During that time Venezuelans have heard and read no words and seen no photographs of their ruler — not even a tweet. But his closest aides have been regularly trooping to Havana for meetings with Raul and Fidel Castro, who are openly steering Venezuela’s crisis. Last week Chavez’s vice president, Nicolas Maduro, produced what he said was a Chavez-signed decree appointing a new foreign minister, prompting a furious debate about whether the purported signature — the closest thing to a Chavez sign of life since Dec. 10 — was authentic.

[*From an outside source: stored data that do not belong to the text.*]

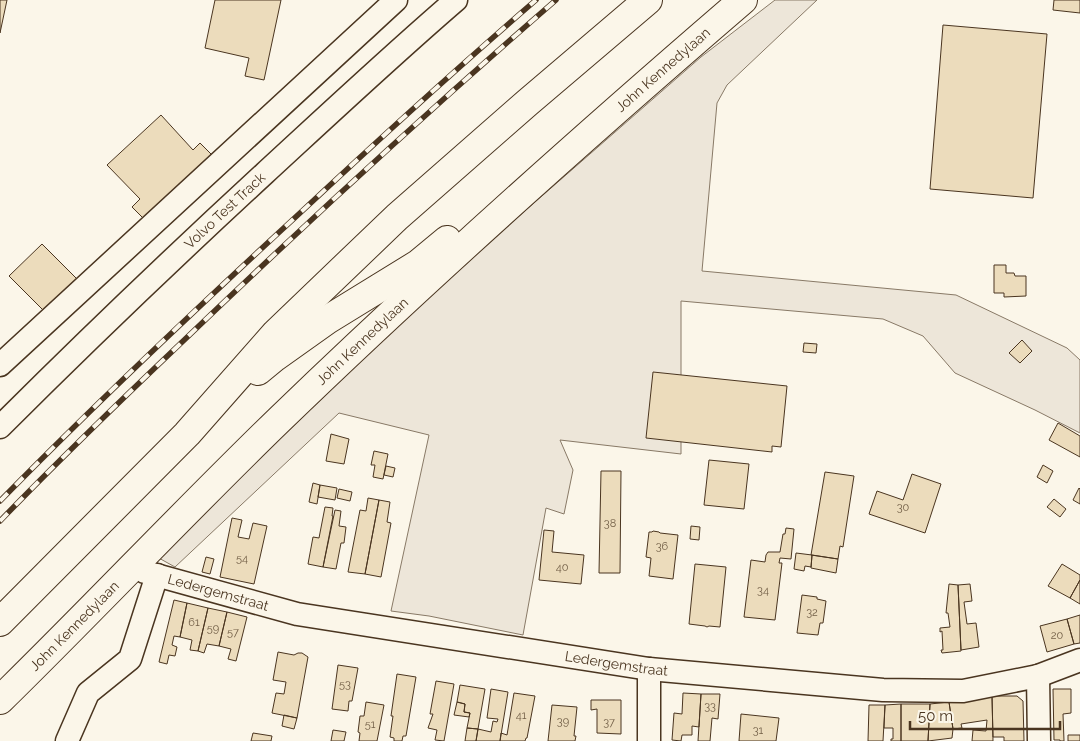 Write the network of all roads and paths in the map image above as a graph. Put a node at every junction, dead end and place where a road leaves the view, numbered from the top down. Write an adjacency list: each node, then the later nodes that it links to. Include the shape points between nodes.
1 (396, 0): 8 (street)
2 (456, 0): 9 (street, Volvo Test Track, via 340,103)
3 (648, 0): 10 (highway, John Kennedylaan, via 397,217 276,333)
4 (720, 0): 10 (highway, John Kennedylaan, via 590,108 418,264 326,320 275,357)
5 (743, 0): 7 (highway, John Kennedylaan)
6 (765, 0): 7 (highway, via 640,104)
7 (540, 177): 15 (highway, John Kennedylaan, via 279,420)
8 (0, 366)
9 (0, 427)
10 (187, 434): 11 (highway, John Kennedylaan)
11 (0, 622)
12 (1080, 660): 14 (street, Ledergemstraat)
13 (648, 669): 14 (street, Ledergemstraat, via 883,690 963,691); 16 (street, Ledergemstraat, via 297,614 151,574 130,659 88,693); 17 (street)
14 (1038, 676): 18 (street)
15 (0, 700)
16 (67, 741)
17 (649, 741)
18 (1039, 741) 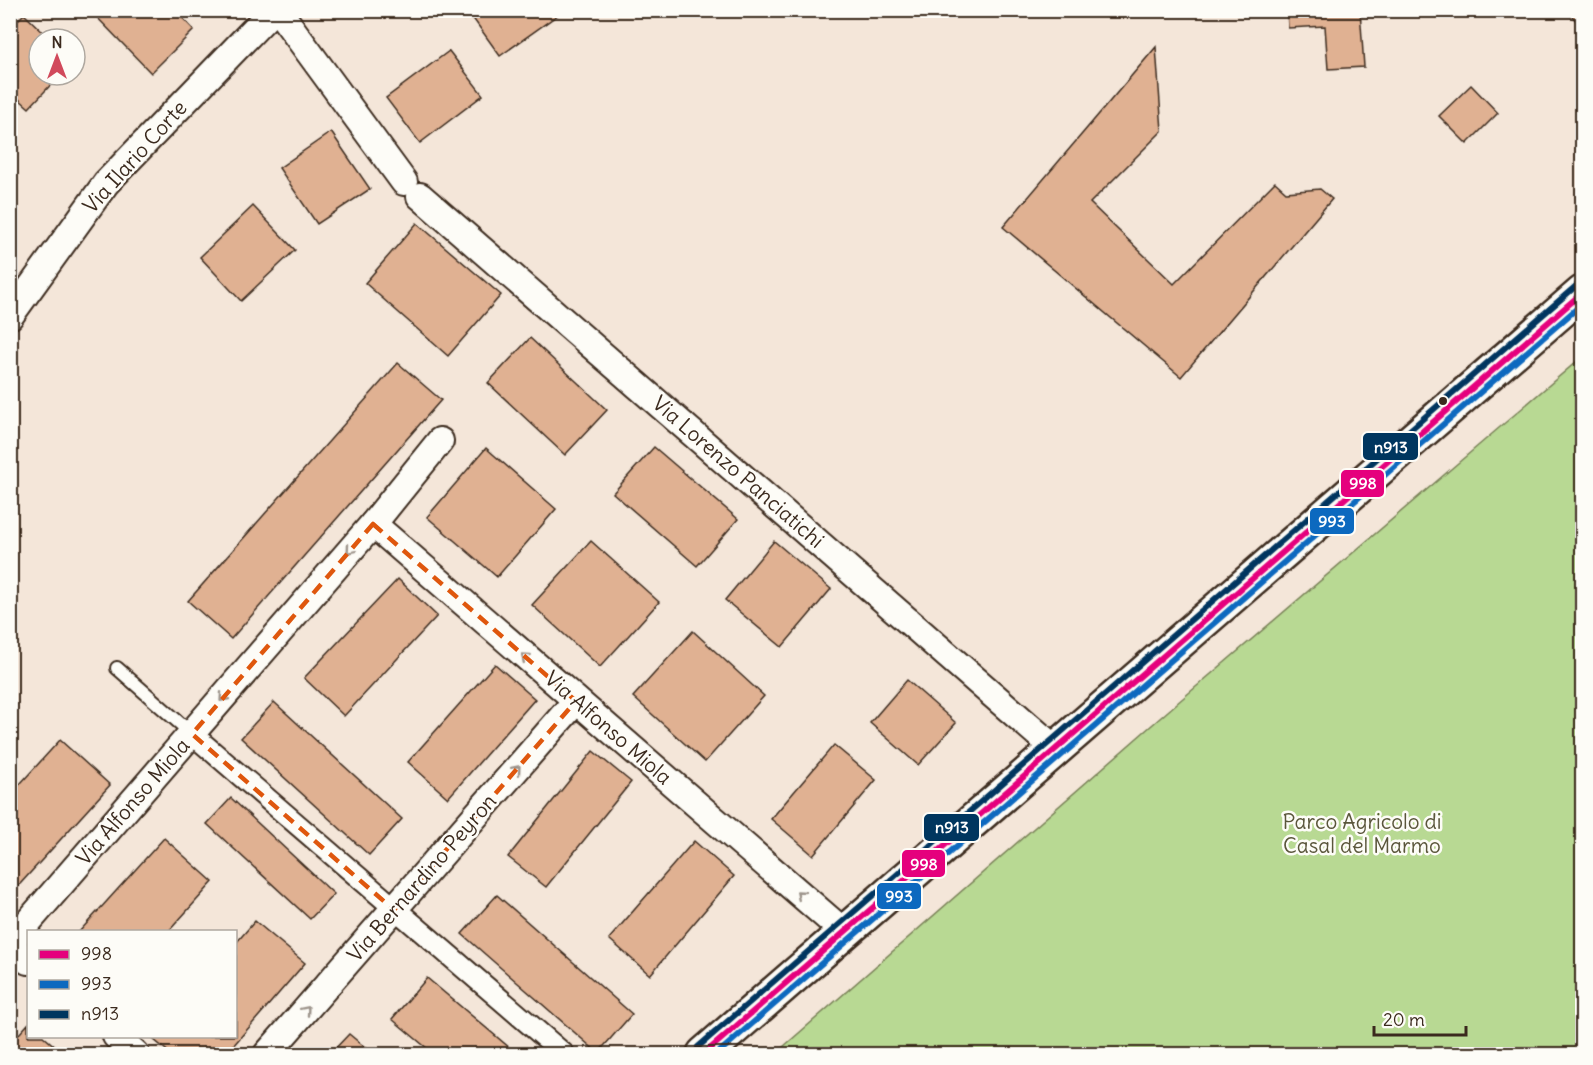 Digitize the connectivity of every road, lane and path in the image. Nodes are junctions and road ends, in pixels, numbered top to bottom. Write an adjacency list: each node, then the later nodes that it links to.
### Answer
1 (276, 10): 3 (street, Via Ilario Corte); 9 (street, Via Lorenzo Panciatichi)
2 (1582, 293): 9 (main road)
3 (10, 316)
4 (440, 441): 5 (street, Via Alfonso Miola)
5 (373, 524): 7 (street, Via Alfonso Miola, one-way to 5); 8 (street, Via Alfonso Miola, one-way to 8)
6 (117, 668): 8 (lane)
7 (576, 701): 10 (street, Via Bernardino Peyron, one-way to 7); 11 (street, Via Alfonso Miola, one-way to 7)
8 (192, 734): 10 (street); 12 (street, Via Alfonso Miola)
9 (1055, 749): 11 (main road)
10 (394, 909): 16 (street, Via Bernardino Peyron, one-way to 10); 17 (street)
11 (844, 932): 18 (main road)
12 (10, 944): 13 (street, Via Alfonso Miola)
13 (27, 960)
14 (118, 1038): 15 (street)
15 (136, 1054)
16 (267, 1054)
17 (564, 1054)
18 (704, 1054) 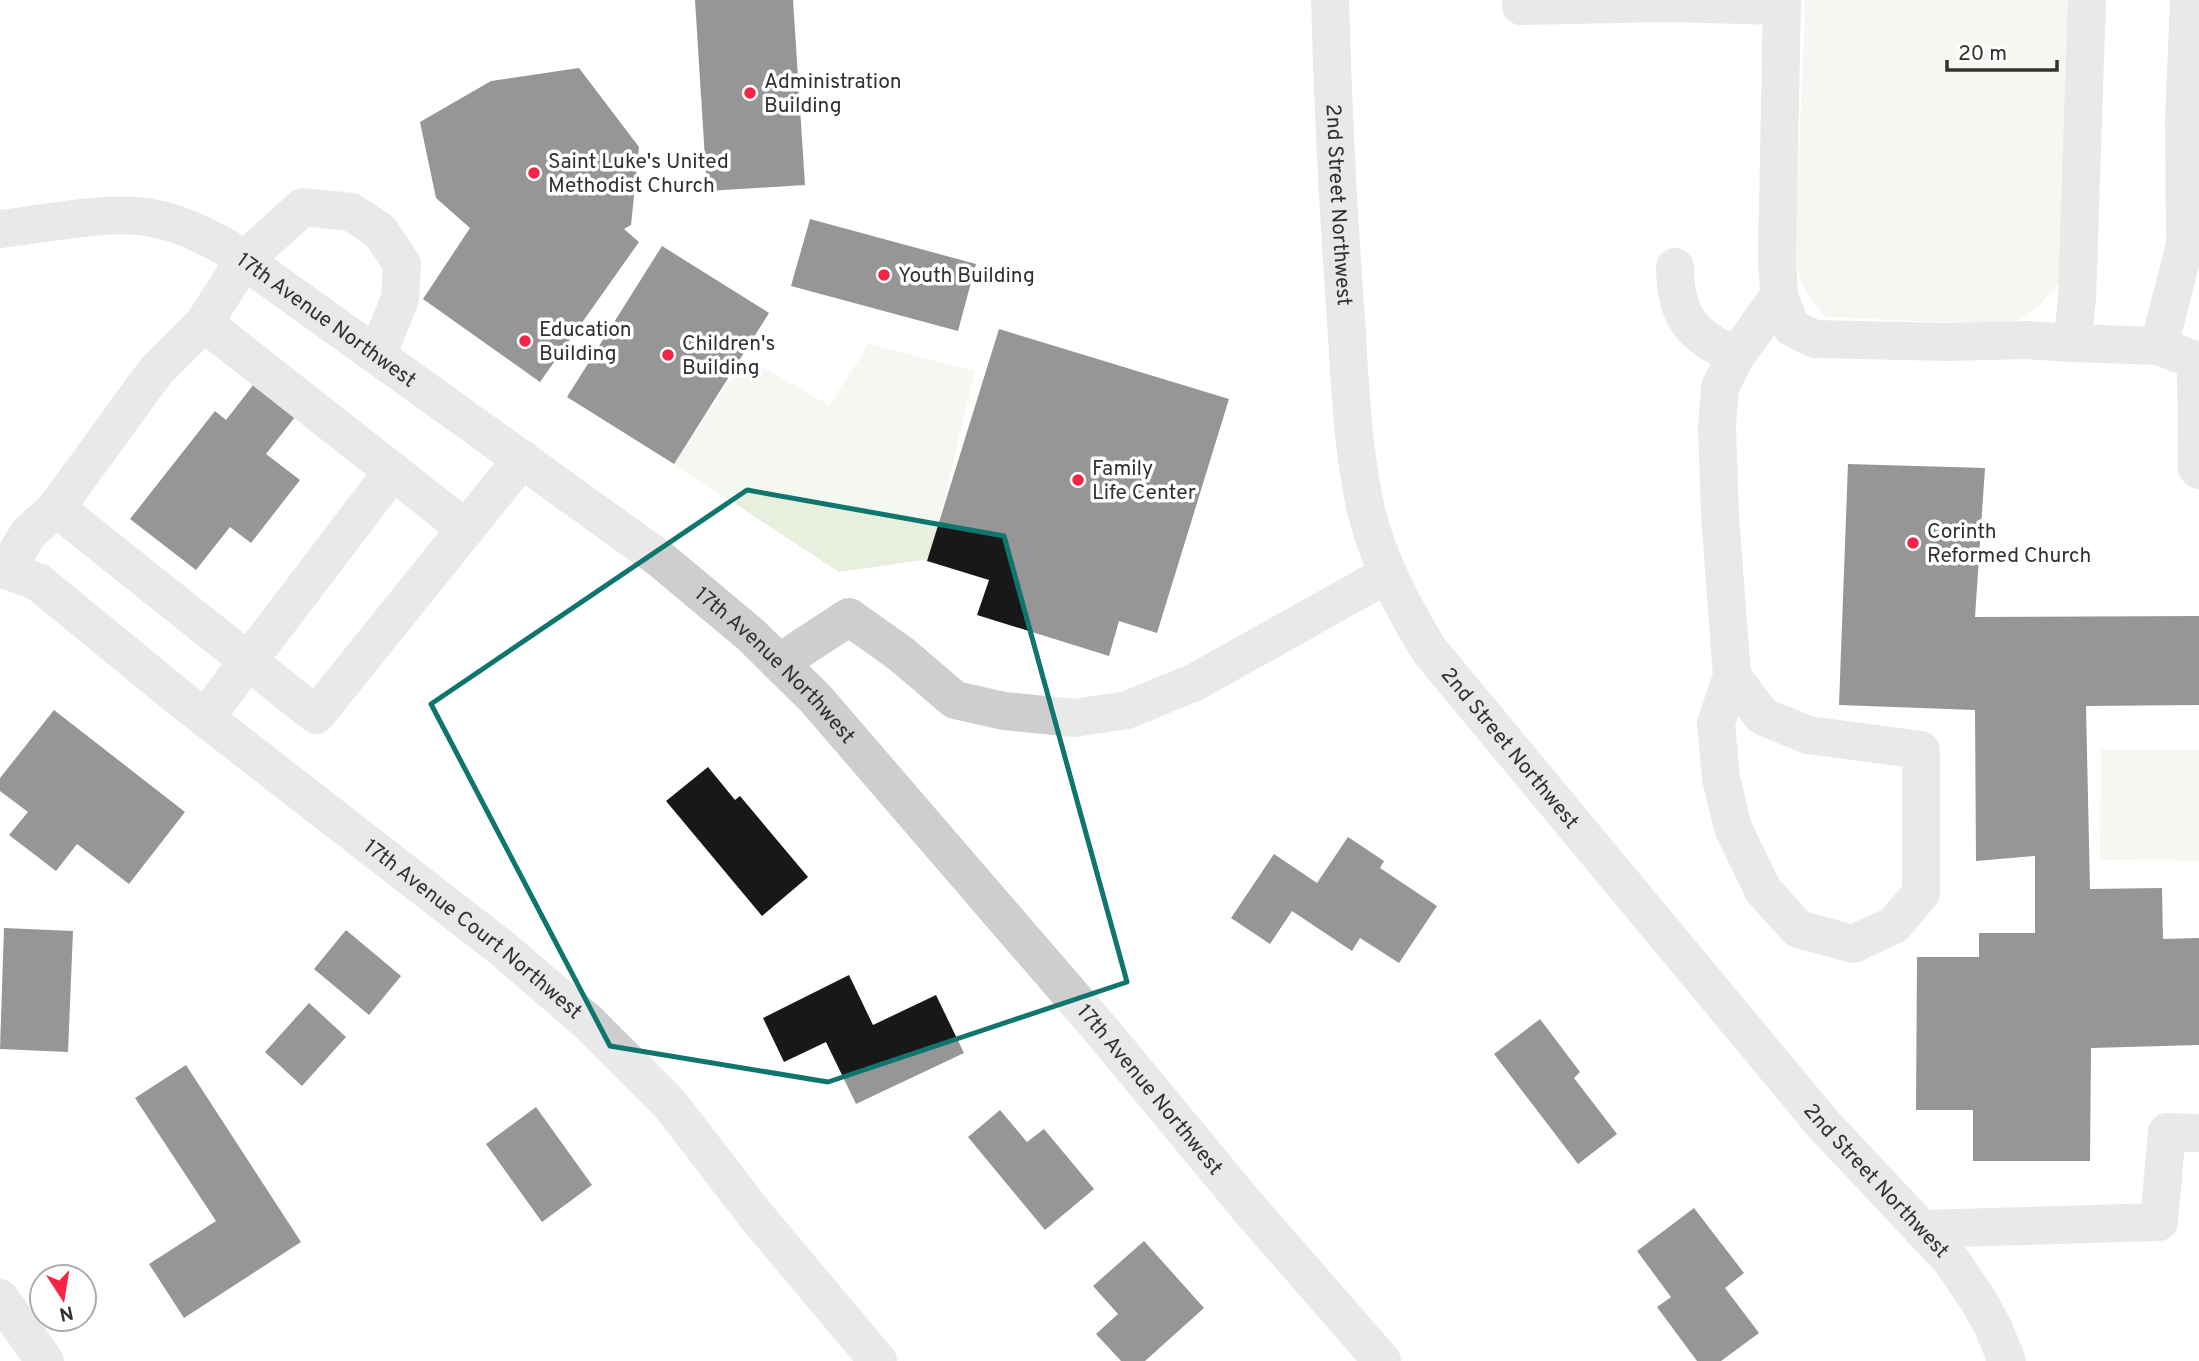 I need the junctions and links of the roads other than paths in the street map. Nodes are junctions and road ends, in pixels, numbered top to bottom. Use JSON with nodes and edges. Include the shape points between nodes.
{"nodes":[{"id":1,"x":1330,"y":0,"type":"edge"},
{"id":2,"x":2087,"y":0,"type":"edge"},
{"id":3,"x":2189,"y":0,"type":"edge"},
{"id":4,"x":1782,"y":3,"type":"edge"},
{"id":5,"x":1521,"y":6,"type":"dead end"},
{"id":6,"x":0,"y":229,"type":"edge"},
{"id":7,"x":244,"y":260,"type":"junction"},
{"id":8,"x":1675,"y":267,"type":"dead end"},
{"id":9,"x":1779,"y":296,"type":"junction"},
{"id":10,"x":204,"y":323,"type":"junction"},
{"id":11,"x":2073,"y":344,"type":"junction"},
{"id":12,"x":2160,"y":346,"type":"junction"},
{"id":13,"x":377,"y":355,"type":"junction"},
{"id":14,"x":1736,"y":356,"type":"junction"},
{"id":15,"x":2197,"y":362,"type":"edge"},
{"id":16,"x":522,"y":459,"type":"junction"},
{"id":17,"x":2199,"y":470,"type":"edge"},
{"id":18,"x":393,"y":471,"type":"junction"},
{"id":19,"x":56,"y":508,"type":"junction"},
{"id":20,"x":466,"y":529,"type":"junction"},
{"id":21,"x":3,"y":569,"type":"edge"},
{"id":22,"x":1388,"y":574,"type":"junction"},
{"id":23,"x":247,"y":661,"type":"junction"},
{"id":24,"x":779,"y":663,"type":"junction"},
{"id":25,"x":1732,"y":676,"type":"junction"},
{"id":26,"x":205,"y":718,"type":"junction"},
{"id":27,"x":2199,"y":1133,"type":"edge"},
{"id":28,"x":1922,"y":1229,"type":"junction"},
{"id":29,"x":0,"y":1298,"type":"edge"},
{"id":30,"x":45,"y":1361,"type":"edge"},
{"id":31,"x":878,"y":1361,"type":"edge"},
{"id":32,"x":1382,"y":1361,"type":"edge"},
{"id":33,"x":2007,"y":1361,"type":"edge"}],
"edges":[{"from":1,"to":22,"type":"street","name":"2nd Street Northwest","via":[[1333,142],[1355,447],[1367,512]]},
{"from":2,"to":11,"type":"street"},
{"from":3,"to":12,"type":"street","via":[[2185,246]]},
{"from":4,"to":5,"type":"street"},
{"from":4,"to":9,"type":"street"},
{"from":6,"to":7,"type":"street","name":"17th Avenue Northwest","via":[[120,215],[152,218],[199,232]]},
{"from":7,"to":10,"type":"street"},
{"from":7,"to":13,"type":"street","name":"17th Avenue Northwest"},
{"from":7,"to":13,"type":"street","via":[[303,207],[351,212],[380,232],[402,264],[400,299]]},
{"from":8,"to":14,"type":"street","via":[[1675,291],[1685,319],[1709,344]]},
{"from":9,"to":11,"type":"street","via":[[1791,327],[1814,339]]},
{"from":9,"to":14,"type":"street"},
{"from":10,"to":18,"type":"street"},
{"from":10,"to":19,"type":"street","via":[[155,372]]},
{"from":11,"to":12,"type":"street"},
{"from":12,"to":15,"type":"street"},
{"from":13,"to":16,"type":"street","name":"17th Avenue Northwest"},
{"from":14,"to":25,"type":"street","via":[[1720,387],[1717,426]]},
{"from":15,"to":17,"type":"street"},
{"from":16,"to":20,"type":"street"},
{"from":16,"to":24,"type":"street","name":"17th Avenue Northwest","via":[[659,558]]},
{"from":18,"to":20,"type":"street"},
{"from":18,"to":23,"type":"street"},
{"from":19,"to":21,"type":"street","via":[[28,534]]},
{"from":19,"to":23,"type":"street"},
{"from":20,"to":23,"type":"street","via":[[316,715]]},
{"from":21,"to":26,"type":"street","name":"17th Avenue Court Northwest","via":[[38,582]]},
{"from":22,"to":24,"type":"street","via":[[1195,682],[1127,710],[1074,718],[1004,711],[955,700],[849,617]]},
{"from":22,"to":28,"type":"street","name":"2nd Street Northwest","via":[[1429,650],[1823,1124]]},
{"from":23,"to":26,"type":"street"},
{"from":24,"to":32,"type":"street","name":"17th Avenue Northwest","via":[[815,698]]},
{"from":25,"to":25,"type":"street","via":[[1716,723],[1721,778],[1732,828],[1763,890],[1798,929],[1853,944],[1894,925],[1921,892],[1921,750],[1808,735],[1762,716]]},
{"from":26,"to":31,"type":"street","name":"17th Avenue Court Northwest","via":[[503,949],[589,1023],[669,1103]]},
{"from":27,"to":28,"type":"street","via":[[2167,1132],[2159,1222]]},
{"from":28,"to":33,"type":"street","name":"2nd Street Northwest","via":[[1951,1260],[1980,1303]]},
{"from":29,"to":30,"type":"street"}]}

All this would be more amusing if the stakes were not so high. The demise of Chavez — if that is what is to happen — could open the way to epochal change in a region that for a decade has been divided, and sometimes polarized, between rapidly growing and modernizing democracies such as Mexico, Chile and Brazil and a bloc of authoritarian-minded, anti-American, populist throwbacks led by Venezuela. To be sure, the modernizers won the ideological battle long ago — Chavez’s popularity ratings among Latin Americans are lower than any leader in the hemisphere other than Fidel Castro.
But thanks to Venezuela’s oil wealth, Chavez has managed to hold together a bloc that includes Bolivia, Ecuador, Nicaragua and, to a lesser degree, Argentina. Their leaders have followed his lead in entrenching themselves in power, persecuting opponents and forging alliances with Iran. They are well compensated for their trouble: Daniel Ortega receives and personally disposes of $500 million a year from Chavez, an amount equal to 7 percent of Nicaragua’s gross domestic product. Then there is Cuba: Chavez supplies the Castros with 100,000 barrels of oil a day and a total subsidy worth more than 5 percent of Cuba’s GDP. Without that lucre, the communist regime might finally collapse.
No wonder the Castros are doing their best to keep their golden goose alive — and to try and install another when he goes. Chavez’s last public act was to name as his successor Maduro, who has been a Cuban protege since his post-high-school days. If the regime has ignored the Venezuelan constitution, which calls for the National Assembly president to take over when the president is incapacitated, it’s because that would promote an alternative: Diosdado Cabello, who is closer to the Venezuelan military than to Havana.
The likely Cuban strategy is to wait for Chavez’s death, then hope that Maduro can, by hook or crook, win the snap presidential election required by the constitution. It’s a slightly dangerous strategy: Opposition leader Henrique Capriles, who won 45 percent of the vote in October’s presidential election, has polled higher than Maduro in the past. But Brazil and the United States have warned the regime against trying to avoid an election, and Maduro will be able to count on Chavez sympathy votes immediately after his death.